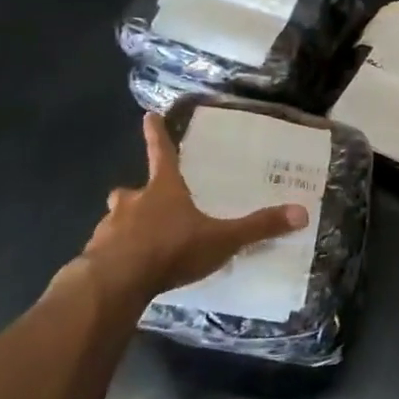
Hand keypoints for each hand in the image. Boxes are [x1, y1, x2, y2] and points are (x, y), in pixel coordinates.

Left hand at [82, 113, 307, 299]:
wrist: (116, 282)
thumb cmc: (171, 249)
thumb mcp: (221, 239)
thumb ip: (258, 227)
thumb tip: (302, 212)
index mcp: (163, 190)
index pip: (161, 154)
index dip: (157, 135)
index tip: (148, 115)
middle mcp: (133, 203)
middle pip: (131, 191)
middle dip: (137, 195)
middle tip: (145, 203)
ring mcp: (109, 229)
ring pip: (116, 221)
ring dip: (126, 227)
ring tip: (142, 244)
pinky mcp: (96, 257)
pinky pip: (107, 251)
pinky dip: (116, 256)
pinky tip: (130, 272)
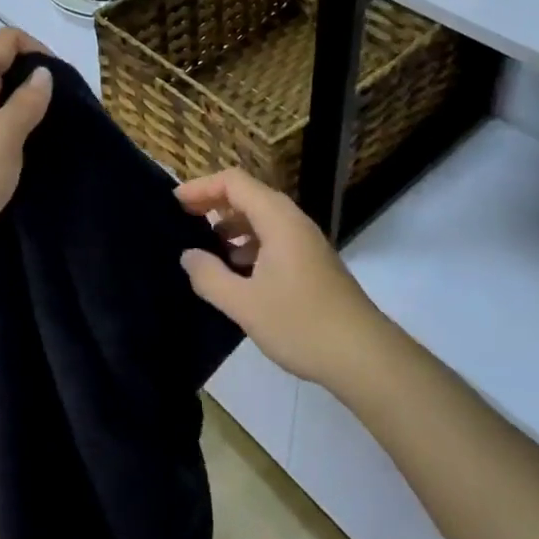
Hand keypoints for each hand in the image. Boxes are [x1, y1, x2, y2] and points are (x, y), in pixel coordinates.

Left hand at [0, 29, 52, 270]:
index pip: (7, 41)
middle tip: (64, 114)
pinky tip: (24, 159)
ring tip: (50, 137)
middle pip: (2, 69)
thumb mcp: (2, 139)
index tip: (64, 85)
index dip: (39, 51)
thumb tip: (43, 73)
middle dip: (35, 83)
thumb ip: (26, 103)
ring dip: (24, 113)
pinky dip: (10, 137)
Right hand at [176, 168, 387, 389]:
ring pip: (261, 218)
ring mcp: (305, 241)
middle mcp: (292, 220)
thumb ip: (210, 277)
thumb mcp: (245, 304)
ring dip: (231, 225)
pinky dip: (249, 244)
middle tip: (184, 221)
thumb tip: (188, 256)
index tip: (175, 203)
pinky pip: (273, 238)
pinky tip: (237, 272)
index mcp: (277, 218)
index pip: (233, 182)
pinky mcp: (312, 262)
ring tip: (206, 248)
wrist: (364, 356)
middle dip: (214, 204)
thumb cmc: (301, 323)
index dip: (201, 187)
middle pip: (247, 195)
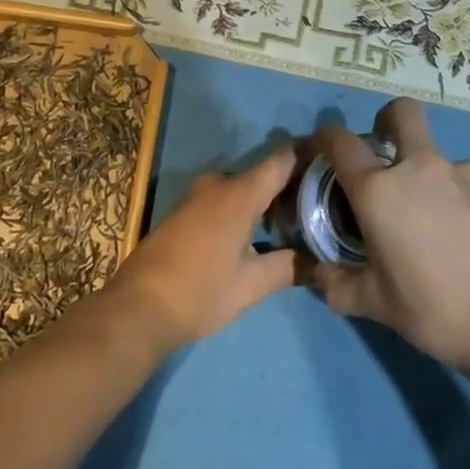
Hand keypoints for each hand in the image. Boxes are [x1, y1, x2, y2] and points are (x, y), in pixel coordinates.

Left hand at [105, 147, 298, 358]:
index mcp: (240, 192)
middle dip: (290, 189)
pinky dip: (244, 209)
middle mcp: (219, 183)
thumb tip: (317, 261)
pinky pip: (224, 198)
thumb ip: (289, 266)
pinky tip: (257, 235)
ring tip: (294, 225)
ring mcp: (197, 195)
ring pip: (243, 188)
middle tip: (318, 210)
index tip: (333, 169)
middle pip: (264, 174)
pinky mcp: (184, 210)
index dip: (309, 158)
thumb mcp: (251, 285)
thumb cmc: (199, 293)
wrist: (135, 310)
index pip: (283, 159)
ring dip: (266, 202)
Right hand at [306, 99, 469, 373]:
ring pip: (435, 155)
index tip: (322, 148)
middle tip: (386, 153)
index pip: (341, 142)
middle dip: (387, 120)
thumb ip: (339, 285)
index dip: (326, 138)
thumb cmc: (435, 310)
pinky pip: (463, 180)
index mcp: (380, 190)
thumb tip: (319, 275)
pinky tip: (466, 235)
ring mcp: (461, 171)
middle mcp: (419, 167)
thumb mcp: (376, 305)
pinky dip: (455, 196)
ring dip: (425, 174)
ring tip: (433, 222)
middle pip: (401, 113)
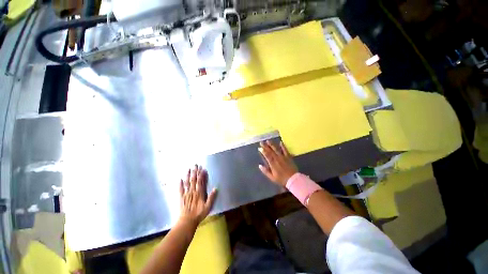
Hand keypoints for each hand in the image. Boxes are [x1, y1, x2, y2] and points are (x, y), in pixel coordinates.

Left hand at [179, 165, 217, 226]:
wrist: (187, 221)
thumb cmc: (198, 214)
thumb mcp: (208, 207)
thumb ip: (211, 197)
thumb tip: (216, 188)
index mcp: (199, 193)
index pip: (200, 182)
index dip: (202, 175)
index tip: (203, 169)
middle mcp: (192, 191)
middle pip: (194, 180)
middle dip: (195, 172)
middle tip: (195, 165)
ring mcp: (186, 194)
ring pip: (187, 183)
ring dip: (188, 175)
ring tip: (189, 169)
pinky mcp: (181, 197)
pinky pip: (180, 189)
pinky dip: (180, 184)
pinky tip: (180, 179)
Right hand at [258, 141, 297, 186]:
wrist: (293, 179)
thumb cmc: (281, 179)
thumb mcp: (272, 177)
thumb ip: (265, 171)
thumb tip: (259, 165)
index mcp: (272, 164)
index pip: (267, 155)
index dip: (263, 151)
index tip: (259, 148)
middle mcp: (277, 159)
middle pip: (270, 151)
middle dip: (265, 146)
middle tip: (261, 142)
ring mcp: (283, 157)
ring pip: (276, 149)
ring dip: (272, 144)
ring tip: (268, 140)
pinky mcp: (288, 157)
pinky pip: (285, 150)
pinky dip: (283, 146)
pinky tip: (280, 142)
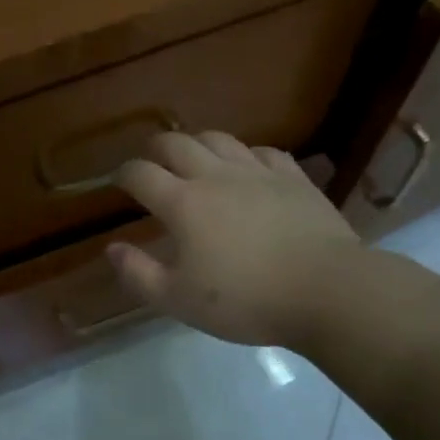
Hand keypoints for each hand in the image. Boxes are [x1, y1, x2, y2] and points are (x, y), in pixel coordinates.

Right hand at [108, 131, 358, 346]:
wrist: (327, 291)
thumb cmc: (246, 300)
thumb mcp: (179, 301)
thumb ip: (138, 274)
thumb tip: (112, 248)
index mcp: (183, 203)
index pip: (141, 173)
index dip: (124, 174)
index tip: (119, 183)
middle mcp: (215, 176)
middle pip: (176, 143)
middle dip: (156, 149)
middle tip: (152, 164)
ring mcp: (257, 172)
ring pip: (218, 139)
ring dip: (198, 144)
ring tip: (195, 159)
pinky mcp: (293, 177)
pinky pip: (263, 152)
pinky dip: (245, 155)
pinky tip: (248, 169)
--
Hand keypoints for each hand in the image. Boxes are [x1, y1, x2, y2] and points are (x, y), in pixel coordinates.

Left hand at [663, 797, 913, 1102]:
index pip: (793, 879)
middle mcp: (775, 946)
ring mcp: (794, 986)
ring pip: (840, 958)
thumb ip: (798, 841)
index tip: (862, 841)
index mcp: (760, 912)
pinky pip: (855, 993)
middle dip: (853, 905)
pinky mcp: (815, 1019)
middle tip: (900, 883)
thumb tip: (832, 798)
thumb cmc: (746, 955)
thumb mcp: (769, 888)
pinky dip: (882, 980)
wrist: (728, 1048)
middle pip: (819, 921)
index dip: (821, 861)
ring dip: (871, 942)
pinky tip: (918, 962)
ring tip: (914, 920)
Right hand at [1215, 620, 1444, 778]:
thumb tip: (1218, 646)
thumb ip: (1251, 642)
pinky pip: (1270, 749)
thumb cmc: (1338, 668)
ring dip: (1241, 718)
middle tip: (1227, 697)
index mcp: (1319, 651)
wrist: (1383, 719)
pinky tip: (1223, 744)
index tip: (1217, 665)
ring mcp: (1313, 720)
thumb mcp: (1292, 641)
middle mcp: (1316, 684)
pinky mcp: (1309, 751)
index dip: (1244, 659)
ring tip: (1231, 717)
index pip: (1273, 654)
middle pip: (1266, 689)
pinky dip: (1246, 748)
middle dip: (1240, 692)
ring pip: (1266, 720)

**Aim of the task**.
Print exactly, with no pictures, the lines above from the one that holds "thumb tip: (317, 261)" through the one that holds "index dip: (124, 174)", both of them included.

**Written solution**.
thumb tip: (317, 261)
pinky pip: (224, 198)
thumb ip: (289, 266)
pinky tip: (257, 235)
ring tip: (294, 225)
ring mcp: (197, 195)
ring pip: (243, 188)
middle tip: (318, 210)
index tip: (333, 169)
middle pip: (264, 174)
pinky mcp: (184, 210)
index dip: (309, 158)
thumb mcp: (251, 285)
thumb cmc: (199, 293)
wrist: (135, 310)
index pip: (283, 159)
ring dip: (266, 202)
Right hand at [306, 99, 469, 373]:
ring pip: (435, 155)
index tip: (322, 148)
middle tip: (386, 153)
index pip: (341, 142)
middle dip: (387, 120)
thumb ip: (339, 285)
index dip: (326, 138)
thumb cmc: (435, 310)
pinky pip: (463, 180)
index mcp: (380, 190)
thumb tip: (319, 275)
pinky tip: (466, 235)
ring mcp: (461, 171)
middle mcp: (419, 167)
thumb mcp: (376, 305)
pinky dip: (455, 196)
ring dip: (425, 174)
ring tip: (433, 222)
middle pip: (401, 113)
Hand keypoints for each hand in the image. Boxes are [x1, y1, x2, y2] and points are (x, y), in pixel coordinates.

Left hand at [179, 165, 217, 226]:
wrist: (187, 221)
thumb cmc: (198, 214)
thumb mcp: (208, 207)
thumb ip: (211, 197)
thumb tip: (216, 188)
index mcp: (199, 193)
index pip: (200, 182)
index dip: (202, 175)
index tip: (203, 169)
middle mcp: (192, 191)
middle pip: (194, 180)
middle dip: (195, 172)
middle tip: (195, 165)
ring mcp: (186, 194)
ring pip: (187, 183)
ring dip: (188, 175)
ring tip: (189, 169)
pinky mcp: (181, 197)
pinky pip: (180, 189)
pinky dip: (180, 184)
pinky tip: (180, 179)
Right hand at [258, 141, 297, 186]:
wrist: (293, 179)
thumb cmc: (281, 179)
thumb mcp: (272, 177)
thumb ip: (265, 171)
thumb tip: (259, 165)
index mcp: (272, 164)
index pip: (267, 155)
index dip: (263, 151)
index tip: (259, 148)
middle mcp: (277, 159)
middle pip: (270, 151)
middle dip: (265, 146)
middle tip: (261, 142)
ring mcp: (283, 157)
ring pip: (276, 149)
ring dip: (272, 144)
ring tip: (268, 140)
pinky mcp: (288, 157)
pinky pip: (285, 150)
pinky dip: (283, 146)
pinky tip: (280, 142)
Hand keypoints for each hand in the image. Boxes are [x1, y1, x2, y2] and points are (x, y), in pixel coordinates.

Right hand at [108, 131, 358, 346]:
wrist: (327, 291)
thumb cmc: (246, 300)
thumb mcp: (179, 301)
thumb ip: (138, 274)
thumb tip: (112, 248)
index mcp: (183, 203)
index pip: (141, 173)
index dip: (124, 174)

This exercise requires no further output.